> DATA:

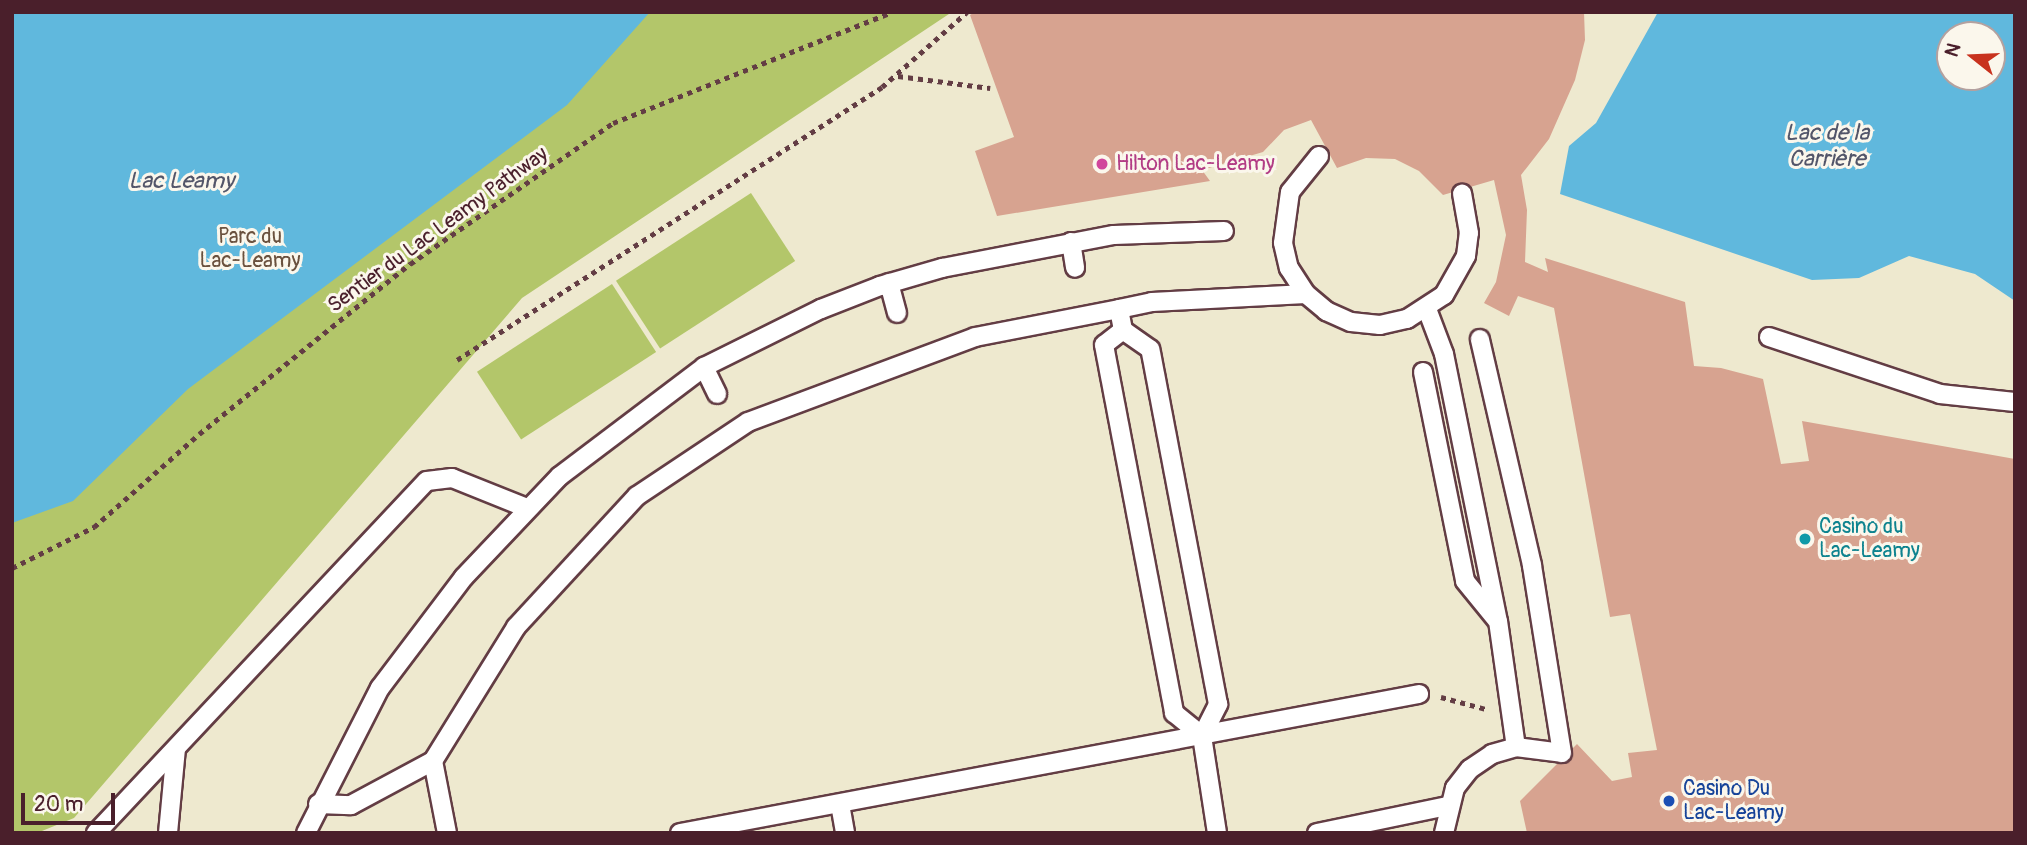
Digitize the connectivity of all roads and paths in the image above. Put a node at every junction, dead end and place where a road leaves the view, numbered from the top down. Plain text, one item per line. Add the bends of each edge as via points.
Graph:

...

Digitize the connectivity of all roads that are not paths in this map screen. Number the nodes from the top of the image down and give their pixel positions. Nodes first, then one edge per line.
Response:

--

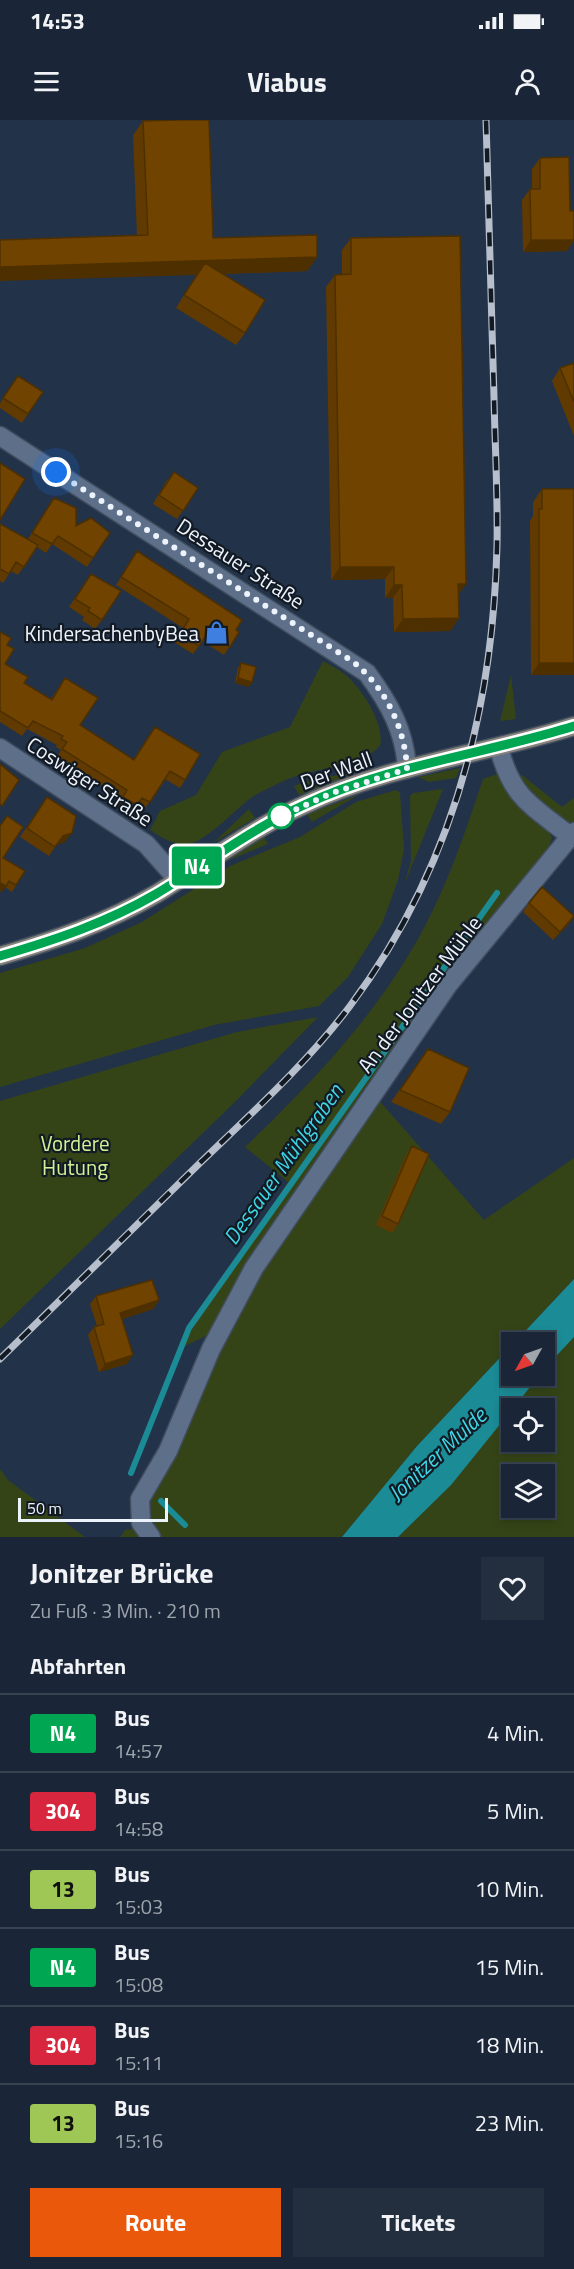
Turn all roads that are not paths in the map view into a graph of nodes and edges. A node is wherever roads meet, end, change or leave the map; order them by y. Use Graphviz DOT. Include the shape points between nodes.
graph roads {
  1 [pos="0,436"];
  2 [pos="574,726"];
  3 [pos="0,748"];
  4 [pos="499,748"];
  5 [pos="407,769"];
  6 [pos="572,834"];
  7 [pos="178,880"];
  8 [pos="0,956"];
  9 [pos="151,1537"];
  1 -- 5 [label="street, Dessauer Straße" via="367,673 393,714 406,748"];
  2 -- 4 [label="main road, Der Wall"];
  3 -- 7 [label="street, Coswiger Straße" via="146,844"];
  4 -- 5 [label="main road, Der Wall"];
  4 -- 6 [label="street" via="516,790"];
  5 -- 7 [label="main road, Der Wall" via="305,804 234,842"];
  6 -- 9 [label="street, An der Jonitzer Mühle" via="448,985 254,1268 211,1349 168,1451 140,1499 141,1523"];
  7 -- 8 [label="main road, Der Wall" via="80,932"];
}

> WHAT NEEDS TO BE DONE: Among the lines above, find the ones containing "Digitize" and copy them.

> TASK SOLUTION:
Digitize the connectivity of all roads and paths in the image above. Put a node at every junction, dead end and place where a road leaves the view, numbered from the top down. Plain text, one item per line. Add the bends of each edge as via points.
Digitize the connectivity of all roads that are not paths in this map screen. Number the nodes from the top of the image down and give their pixel positions. Nodes first, then one edge per line.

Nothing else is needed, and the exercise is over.